Before December 2006, when the gloves apparently came off at least a little for the Bush administration, they appear to have decided not to retaliate overtly against the Iranians for the support we knew they were lending to anti-coalition operations in Iraq. So the administration used the "might be rogue elements operating outside Tehran's control" subterfuge to throw the press off the scent of what it knew perfectly well was Tehran's complicity, passive or active, in the attacks against American soldiers in Iraq. Since December, the U.S. has been a lot more aggressive towards Iran, cruising huge naval armadas just a few dozen miles from Iranian naval bases without prior notice; detaining hundreds of Iranians and Iranian proxies in Iraq; hammering Iranian-backed militias in Iraq, etc., etc.

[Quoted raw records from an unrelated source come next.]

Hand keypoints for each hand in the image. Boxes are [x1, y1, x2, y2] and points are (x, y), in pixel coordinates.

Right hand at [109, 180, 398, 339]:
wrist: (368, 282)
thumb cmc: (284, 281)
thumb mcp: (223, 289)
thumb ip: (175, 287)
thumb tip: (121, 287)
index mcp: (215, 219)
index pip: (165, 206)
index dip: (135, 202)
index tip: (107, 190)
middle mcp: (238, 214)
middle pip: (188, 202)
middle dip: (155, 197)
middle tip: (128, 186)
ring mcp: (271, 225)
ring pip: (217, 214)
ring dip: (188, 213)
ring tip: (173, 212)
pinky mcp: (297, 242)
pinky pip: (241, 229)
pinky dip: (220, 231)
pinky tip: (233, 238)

In a sense, we may have been storing Iran's transgressions in the bank until the day we could cash them in to justify overt action against Iran. This only makes sense from a strategic point of view. I am all for deterrence, but deterrence presumes two conditions that do not obtain in the case of Iran: (1) that the adversary wants to avoid conflict, and (2) that the adversary is under unified control. Then there is the question of containment theory. If you retaliate automatically for every transgression at the moment the transgression is committed, you let the enemy control the timing of conflict, and you thereby concede to him the initiative. This is the criticism that John Lewis Gaddis levels against several postwar administrations — most of all Kennedy's — in his classic Strategies of Containment. Much better to wait until the moment of our own choosing to take the action most appropriate to achieve our lasting strategic aims.

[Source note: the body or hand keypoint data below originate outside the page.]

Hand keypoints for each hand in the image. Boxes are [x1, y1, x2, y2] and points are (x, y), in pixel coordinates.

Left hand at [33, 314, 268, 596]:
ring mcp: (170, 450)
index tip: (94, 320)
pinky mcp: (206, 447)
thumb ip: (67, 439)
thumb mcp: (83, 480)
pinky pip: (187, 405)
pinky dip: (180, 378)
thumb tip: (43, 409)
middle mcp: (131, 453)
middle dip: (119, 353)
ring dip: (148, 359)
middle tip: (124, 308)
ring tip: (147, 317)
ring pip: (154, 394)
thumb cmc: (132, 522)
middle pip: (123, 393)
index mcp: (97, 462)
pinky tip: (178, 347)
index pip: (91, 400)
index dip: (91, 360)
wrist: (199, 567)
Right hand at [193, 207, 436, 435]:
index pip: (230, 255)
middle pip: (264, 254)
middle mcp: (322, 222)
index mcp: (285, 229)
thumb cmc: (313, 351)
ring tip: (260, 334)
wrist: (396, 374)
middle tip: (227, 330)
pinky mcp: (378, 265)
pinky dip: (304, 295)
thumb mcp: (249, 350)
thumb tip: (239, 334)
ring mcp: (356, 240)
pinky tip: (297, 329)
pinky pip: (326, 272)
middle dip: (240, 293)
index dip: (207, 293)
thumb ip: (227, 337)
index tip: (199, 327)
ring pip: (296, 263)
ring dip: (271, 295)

Moreover, just because we haven't retaliated overtly doesn't mean we haven't retaliated covertly. We may well be fighting fire with fire — and in fact, Iran openly accuses the U.S. of doing precisely that. And let's not forget that the administration is not looking at Iran's terrorist activities in Iraq in isolation from the other things going on — including Iran's shifting political strategy in Iraq, and the diplomacy of the nuclear issue.
This is a complex web, much of which lies in the shadows of classified information and covert operations. U.S. policy is likely to make more sense in hindsight than it does now.